A pile of lumber - stained, finished and ready to go...
Here I am mounting the tongue-and-groove boards on the back of the cabinet. I used poly glue and 3/4" long staples.
A note on installing stained wood wainscot: Stain the boards first. Over time, the wood often shrinks a bit as it fully dries. If you stained and finished them after you installed them, you may see the bare wood lines where the boards come together.
Here is the cabinet with the back finished.
This is a close-up of the boards - a nice rustic look.
These cabinets have a "hutch" design, where the lower cabinets are deeper (18") than the uppers (10"). Between the two is a thicker wood counter top. I have learned to attach this first to the uppers, then the lower cabinets. The reason is that you want it to fit very tightly with the upper, were you can see the joint.
I bought 1" thick (called 5/4") wood for tops. They are made of laminated strips, but still have a slight bow to them. Using my table saw, I ran a few curfs 1/2" deep on the underside give it more flex. I stopped these before they came out the finished end.
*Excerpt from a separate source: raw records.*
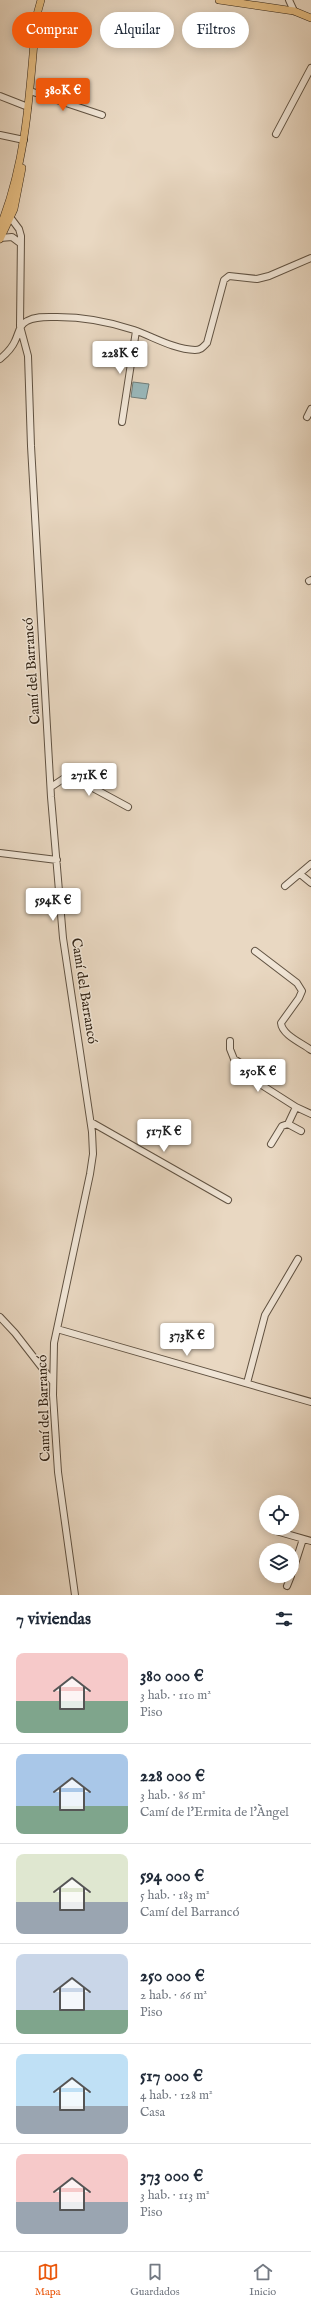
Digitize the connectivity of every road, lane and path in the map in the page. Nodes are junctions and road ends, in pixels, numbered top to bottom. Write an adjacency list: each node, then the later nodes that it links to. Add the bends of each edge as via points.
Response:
1 (42, 0): 7 (main road, via 36,18)
2 (219, 0): 4 (main road)
3 (289, 0): 4 (street)
4 (294, 12): 5 (main road)
5 (311, 18)
6 (311, 68): 11 (street)
7 (30, 91): 9 (main road); 10 (street)
8 (0, 96): 9 (street)
9 (28, 108): 13 (main road)
10 (102, 115)
11 (276, 134)
12 (0, 135): 13 (street)
13 (24, 140): 14 (main road, via 20,183); 15 (main road, via 11,198 12,205)
14 (12, 221): 15 (main road); 18 (street, Camí del Barrancó, via 19,229)
15 (5, 227): 16 (main road); 17 (main road); 18 (street)
16 (0, 233)
17 (0, 238): 18 (street)
18 (18, 241): 20 (street, Camí del Barrancó)
19 (311, 258): 21 (street, via 269,276 257,279 229,276 224,280 207,343 202,349 195,350 153,340)
20 (20, 326): 21 (street, via 34,318 71,317); 22 (street, via 15,341); 26 (street, Camí del Barrancó, via 29,362 31,446)
21 (136, 331): 25 (street)
22 (0, 359)
23 (311, 409): 24 (street)
24 (307, 417)
25 (122, 422)
26 (51, 787): 27 (street, via 69,775); 29 (street, Camí del Barrancó)
27 (128, 807)
28 (0, 853): 29 (street)
29 (56, 860): 39 (street, Camí del Barrancó, via 63,938)
30 (311, 864): 31 (street)
31 (300, 874): 32 (street); 33 (street)
32 (311, 883)
33 (286, 886)
34 (255, 951): 36 (street, via 297,983 302,991 300,998 281,1023 281,1027 285,1033)
35 (230, 1041): 37 (street, via 234,1059 254,1071 260,1084)
36 (311, 1050)
37 (296, 1107): 38 (street); 40 (street)
38 (311, 1114)
39 (91, 1122): 43 (street); 46 (street, Camí del Barrancó, via 93,1154 90,1174)
40 (288, 1124): 41 (street); 42 (street, via 282,1126)
41 (301, 1131)
42 (271, 1144)
43 (228, 1200)
44 (298, 1258): 48 (street, via 265,1315)
45 (0, 1317): 47 (street)
46 (57, 1329): 47 (street, Camí del Barrancó); 48 (street)
47 (53, 1382): 56 (street, Camí del Barrancó, via 58,1472)
48 (247, 1383): 49 (street)
49 (311, 1402)
50 (290, 1535): 51 (street)
51 (303, 1539): 52 (street); 53 (street)
52 (311, 1541)
53 (299, 1551)
54 (289, 1583): 55 (street)
55 (288, 1586)
56 (75, 1595)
Once screwed to the cabinets, it they will sit very flat.
Here are uppers with the wood counters attached:
I cut and assembled the base frames. These cabinets are going to hold extra blankets and pillows for watching TV, so they are 11" deep and 36" wide. I will make the drawer fronts match the uppers by putting dividers in the middle.
For any soft wood or span over 24", I glue and nail a support piece across the back of the horizontal members. These also get lapped onto the vertical pieces and nailed.
My DW came with a great idea... I typically throw the stain rags away once I ma done using them. I let them dry out before putting them in trash. She suggested I put the rag in the old stain can - it should keep just fine in there for the next use.